* Available data
- - - - - - -
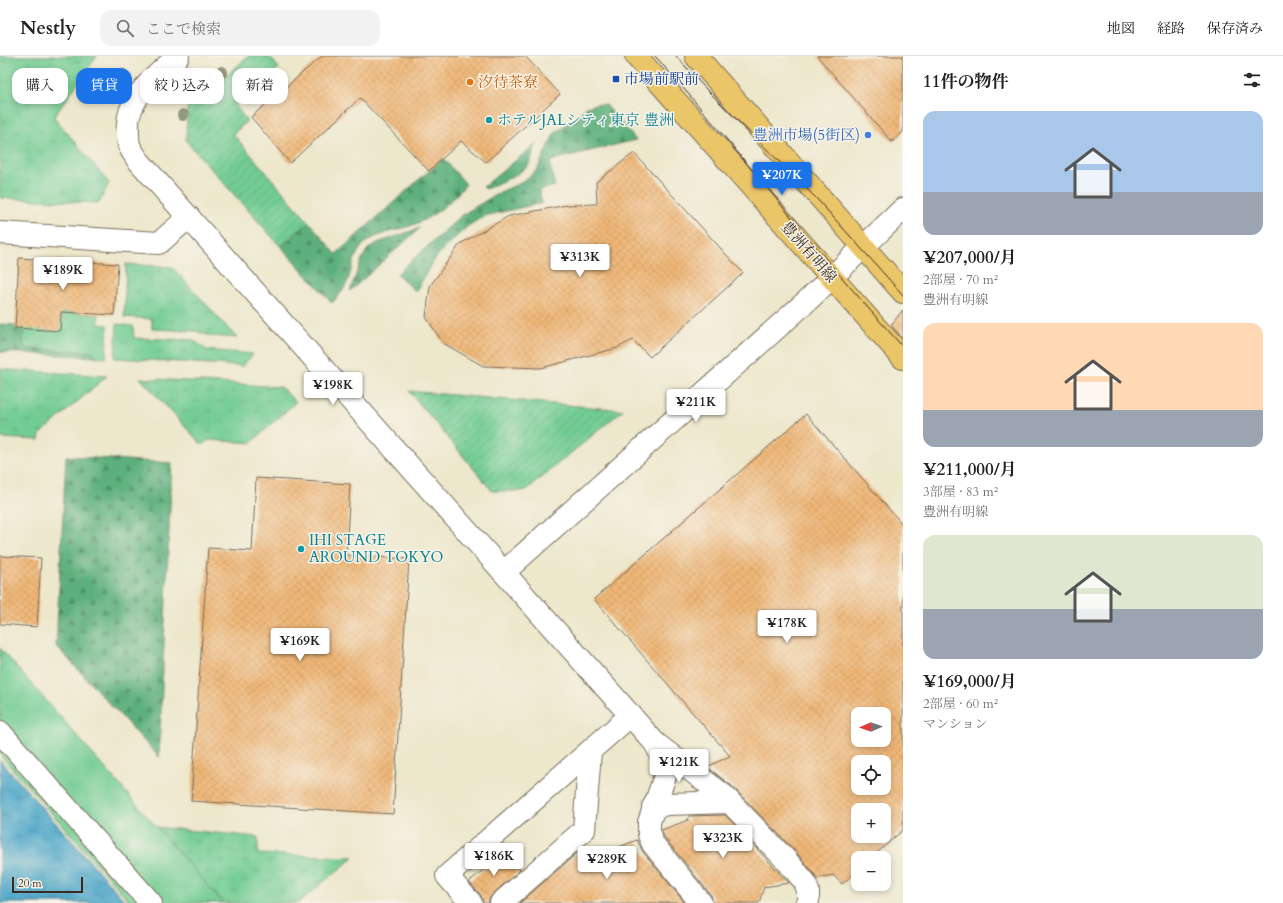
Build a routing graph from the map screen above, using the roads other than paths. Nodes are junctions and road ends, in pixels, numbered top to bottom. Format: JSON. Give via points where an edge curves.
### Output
{"nodes":[{"id":1,"x":178,"y":56,"type":"edge"},
{"id":2,"x":636,"y":56,"type":"edge"},
{"id":3,"x":696,"y":56,"type":"edge"},
{"id":4,"x":903,"y":209,"type":"edge"},
{"id":5,"x":188,"y":217,"type":"junction"},
{"id":6,"x":0,"y":233,"type":"edge"},
{"id":7,"x":863,"y":246,"type":"junction"},
{"id":8,"x":831,"y":278,"type":"junction"},
{"id":9,"x":903,"y":292,"type":"edge"},
{"id":10,"x":903,"y":358,"type":"edge"},
{"id":11,"x":504,"y":572,"type":"junction"},
{"id":12,"x":631,"y":715,"type":"junction"},
{"id":13,"x":0,"y":732,"type":"edge"},
{"id":14,"x":655,"y":743,"type":"junction"},
{"id":15,"x":590,"y":752,"type":"junction"},
{"id":16,"x":730,"y":802,"type":"junction"},
{"id":17,"x":653,"y":807,"type":"junction"},
{"id":18,"x":151,"y":903,"type":"edge"},
{"id":19,"x":471,"y":903,"type":"edge"},
{"id":20,"x":501,"y":903,"type":"edge"},
{"id":21,"x":701,"y":903,"type":"edge"},
{"id":22,"x":807,"y":903,"type":"edge"}],
"edges":[{"from":1,"to":5,"type":"street","via":[[136,99],[129,113],[127,129],[129,145],[137,159]]},
{"from":2,"to":8,"type":"main road","name":"豊洲有明線"},
{"from":3,"to":7,"type":"main road"},
{"from":4,"to":7,"type":"street"},
{"from":5,"to":6,"type":"street","via":[[159,243]]},
{"from":5,"to":11,"type":"street"},
{"from":7,"to":8,"type":"street"},
{"from":7,"to":9,"type":"main road"},
{"from":8,"to":10,"type":"main road","name":"豊洲有明線"},
{"from":8,"to":11,"type":"street"},
{"from":11,"to":12,"type":"street"},
{"from":12,"to":14,"type":"street"},
{"from":12,"to":15,"type":"street"},
{"from":13,"to":18,"type":"street"},
{"from":14,"to":16,"type":"street"},
{"from":14,"to":17,"type":"street","via":[[663,758],[665,776]]},
{"from":15,"to":19,"type":"street","via":[[447,876]]},
{"from":15,"to":20,"type":"street","via":[[584,830]]},
{"from":16,"to":17,"type":"street","via":[[668,804]]},
{"from":16,"to":22,"type":"street","via":[[805,882],[808,891]]},
{"from":17,"to":21,"type":"street","via":[[649,835],[653,844]]}]}
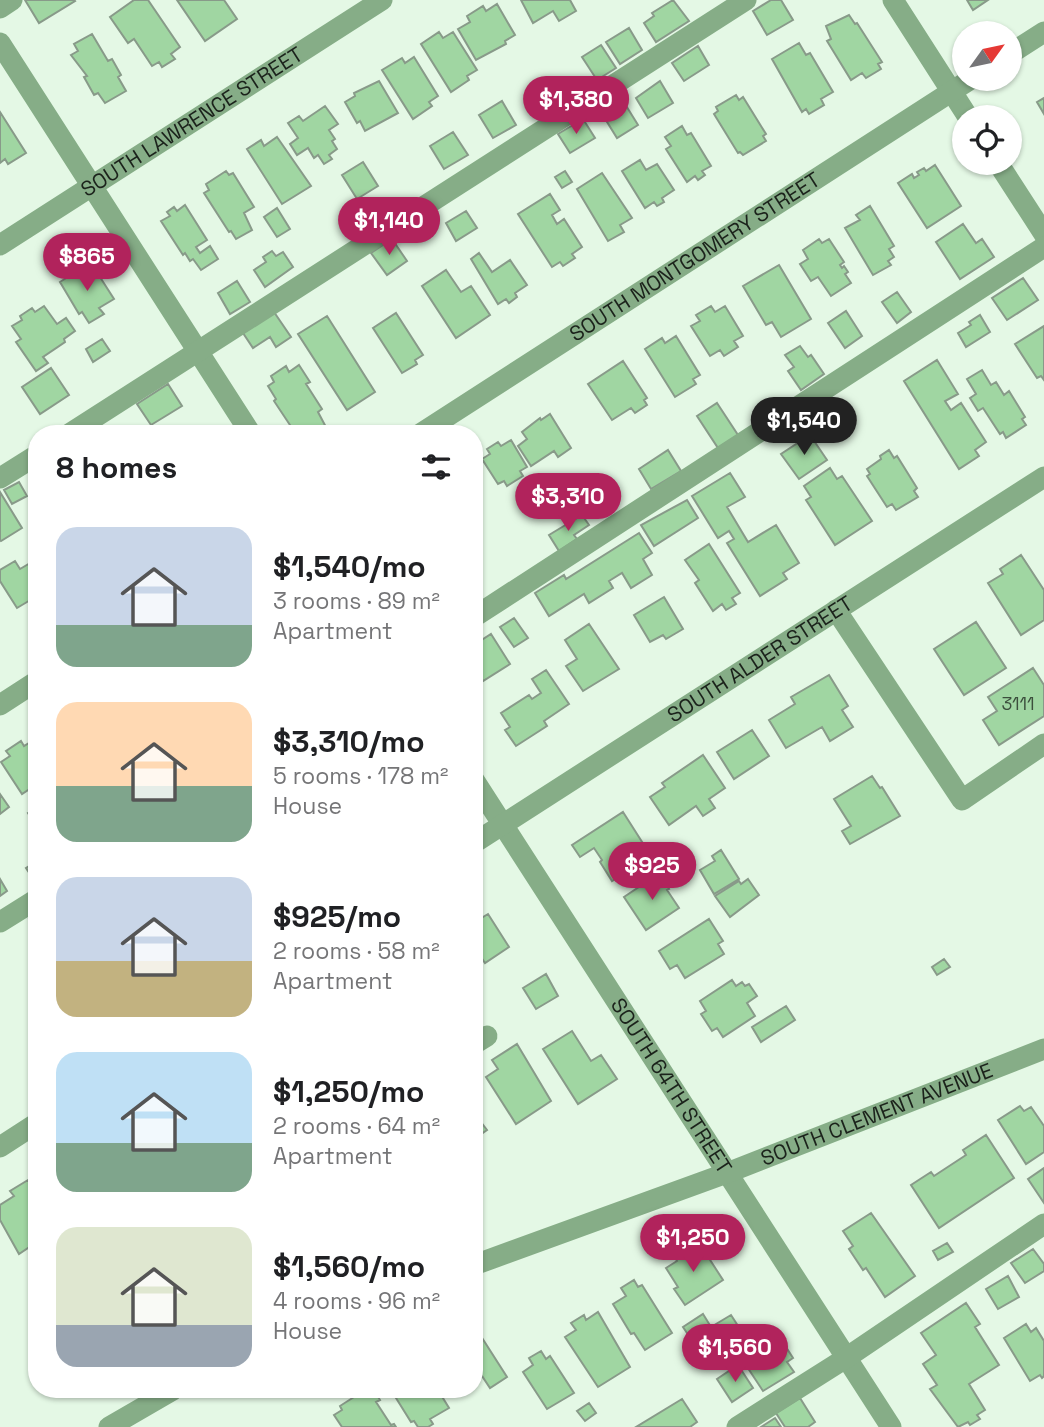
- - - - - - -
* Your objective
Scanning the listing, tally the lines with "road" in them and state the number by itself.

* Response to this task
5